Assignment: Line by line, return everything in the listing exactly.

Input for this task:
>>>
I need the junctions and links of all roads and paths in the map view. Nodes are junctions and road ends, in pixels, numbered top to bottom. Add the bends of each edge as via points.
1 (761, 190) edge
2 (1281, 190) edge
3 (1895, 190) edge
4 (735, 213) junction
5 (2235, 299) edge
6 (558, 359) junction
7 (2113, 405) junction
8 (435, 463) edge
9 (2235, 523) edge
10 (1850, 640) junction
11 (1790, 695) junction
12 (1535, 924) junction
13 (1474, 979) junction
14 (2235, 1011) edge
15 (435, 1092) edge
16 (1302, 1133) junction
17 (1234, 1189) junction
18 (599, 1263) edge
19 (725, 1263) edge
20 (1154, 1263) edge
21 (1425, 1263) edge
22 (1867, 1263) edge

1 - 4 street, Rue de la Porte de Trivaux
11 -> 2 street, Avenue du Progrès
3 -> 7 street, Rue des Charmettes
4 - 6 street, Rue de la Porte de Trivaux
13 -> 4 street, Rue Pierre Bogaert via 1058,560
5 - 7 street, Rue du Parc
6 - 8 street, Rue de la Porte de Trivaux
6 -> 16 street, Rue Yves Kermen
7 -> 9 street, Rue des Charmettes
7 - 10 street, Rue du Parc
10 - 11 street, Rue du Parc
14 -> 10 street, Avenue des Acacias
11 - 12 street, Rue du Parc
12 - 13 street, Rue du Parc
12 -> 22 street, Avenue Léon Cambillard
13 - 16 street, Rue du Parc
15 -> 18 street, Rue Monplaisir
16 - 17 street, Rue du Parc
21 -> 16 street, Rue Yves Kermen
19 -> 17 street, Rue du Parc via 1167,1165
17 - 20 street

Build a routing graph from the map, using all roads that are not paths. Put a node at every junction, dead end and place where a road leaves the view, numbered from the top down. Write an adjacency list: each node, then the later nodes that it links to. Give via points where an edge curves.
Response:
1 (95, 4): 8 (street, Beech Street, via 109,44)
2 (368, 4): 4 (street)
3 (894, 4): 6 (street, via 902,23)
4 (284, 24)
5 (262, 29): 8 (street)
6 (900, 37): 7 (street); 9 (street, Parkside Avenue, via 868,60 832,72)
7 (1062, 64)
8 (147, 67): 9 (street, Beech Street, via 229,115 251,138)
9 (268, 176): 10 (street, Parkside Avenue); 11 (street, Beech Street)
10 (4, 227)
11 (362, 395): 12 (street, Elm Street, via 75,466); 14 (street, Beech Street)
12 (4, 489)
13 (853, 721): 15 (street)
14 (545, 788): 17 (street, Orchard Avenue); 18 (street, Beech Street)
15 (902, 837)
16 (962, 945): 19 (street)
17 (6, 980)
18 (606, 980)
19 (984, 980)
<<<
Reply:
I need the junctions and links of all roads and paths in the map view. Nodes are junctions and road ends, in pixels, numbered top to bottom. Add the bends of each edge as via points.
1 (761, 190) edge
2 (1281, 190) edge
3 (1895, 190) edge
4 (735, 213) junction
5 (2235, 299) edge
6 (558, 359) junction
7 (2113, 405) junction
8 (435, 463) edge
9 (2235, 523) edge
10 (1850, 640) junction
11 (1790, 695) junction
12 (1535, 924) junction
13 (1474, 979) junction
14 (2235, 1011) edge
15 (435, 1092) edge
16 (1302, 1133) junction
17 (1234, 1189) junction
18 (599, 1263) edge
19 (725, 1263) edge
20 (1154, 1263) edge
21 (1425, 1263) edge
22 (1867, 1263) edge

1 - 4 street, Rue de la Porte de Trivaux
11 -> 2 street, Avenue du Progrès
3 -> 7 street, Rue des Charmettes
4 - 6 street, Rue de la Porte de Trivaux
13 -> 4 street, Rue Pierre Bogaert via 1058,560
5 - 7 street, Rue du Parc
6 - 8 street, Rue de la Porte de Trivaux
6 -> 16 street, Rue Yves Kermen
7 -> 9 street, Rue des Charmettes
7 - 10 street, Rue du Parc
10 - 11 street, Rue du Parc
14 -> 10 street, Avenue des Acacias
11 - 12 street, Rue du Parc
12 - 13 street, Rue du Parc
12 -> 22 street, Avenue Léon Cambillard
13 - 16 street, Rue du Parc
15 -> 18 street, Rue Monplaisir
16 - 17 street, Rue du Parc
21 -> 16 street, Rue Yves Kermen
19 -> 17 street, Rue du Parc via 1167,1165
17 - 20 street

Build a routing graph from the map, using all roads that are not paths. Put a node at every junction, dead end and place where a road leaves the view, numbered from the top down. Write an adjacency list: each node, then the later nodes that it links to. Give via points where an edge curves.
Response:
1 (95, 4): 8 (street, Beech Street, via 109,44)
2 (368, 4): 4 (street)
3 (894, 4): 6 (street, via 902,23)
4 (284, 24)
5 (262, 29): 8 (street)
6 (900, 37): 7 (street); 9 (street, Parkside Avenue, via 868,60 832,72)
7 (1062, 64)
8 (147, 67): 9 (street, Beech Street, via 229,115 251,138)
9 (268, 176): 10 (street, Parkside Avenue); 11 (street, Beech Street)
10 (4, 227)
11 (362, 395): 12 (street, Elm Street, via 75,466); 14 (street, Beech Street)
12 (4, 489)
13 (853, 721): 15 (street)
14 (545, 788): 17 (street, Orchard Avenue); 18 (street, Beech Street)
15 (902, 837)
16 (962, 945): 19 (street)
17 (6, 980)
18 (606, 980)
19 (984, 980)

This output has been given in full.